I walked through the room, which was littered with communication appliances and typewriters. A Corporal led me through the room to the Colonel’s office. Once in the office I saluted my senior, and listened to what he had to say. He was saying that due to my bravery and superb leadership of my platoon, for leading the allies over the cliffs, and securing a position. I was being awarded the Victoria Cross, and promoted to the role of Major. I started to think that the army wasn’t so bad after all.

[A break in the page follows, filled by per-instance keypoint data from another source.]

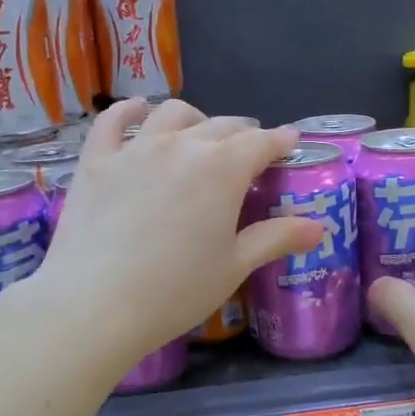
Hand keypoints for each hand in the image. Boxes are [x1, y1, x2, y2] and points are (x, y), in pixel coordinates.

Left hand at [31, 99, 325, 362]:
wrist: (95, 303)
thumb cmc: (176, 290)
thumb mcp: (234, 266)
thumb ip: (276, 238)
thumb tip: (320, 227)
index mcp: (223, 169)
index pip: (261, 143)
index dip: (280, 141)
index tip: (290, 142)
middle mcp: (182, 145)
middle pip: (221, 126)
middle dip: (243, 132)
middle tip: (250, 148)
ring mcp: (135, 148)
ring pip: (172, 114)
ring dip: (195, 118)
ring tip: (199, 132)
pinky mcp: (96, 161)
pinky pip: (113, 121)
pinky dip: (130, 111)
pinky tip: (137, 112)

A promotion, and being awarded the best medal possible, after spending less than forty-eight hours in the army. However, I was still feeling very weird, being away from home, not knowing if I would live long enough to see it again. The Colonel then informed me that I was to take three tanks and two jeeps to try and regain control of Dieppe, a small French town a short way along the coast. After hearing this I saluted and thanked the Colonel, and briskly marched towards my regimental base. There I selected fifteen other men to assist me with this assignment.
We filled the vehicles with fuel and ammo, and set off. I started to feel a little queasy again. After reaching Dieppe, I could understand why regaining control of it was so important to the Allies. It had a well-established harbour, big enough and deep enough to contain an entire fleet. The coastline was very steep, making a coastal attack virtually impossible. Dieppe was also a link between Calais and Le Havre. When we reached the town square, which looked as if it had been deserted a long time ago, we became under heavy machine gun fire from the derelict church steeple.
This however, didn’t really cause a problem for the tanks. There was rubbish everywhere, from buildings that had been destroyed. There were walls missing from certain houses, and others were just non-existent, just gaps in the street where they had previously been. After sorting out the problem in the town square, we stopped to gather our bearings after checking that there was no one else around. We sat down inside a small deserted cafi??, which smelt a little like rotten pot-pourri, not a smell that I want to remember.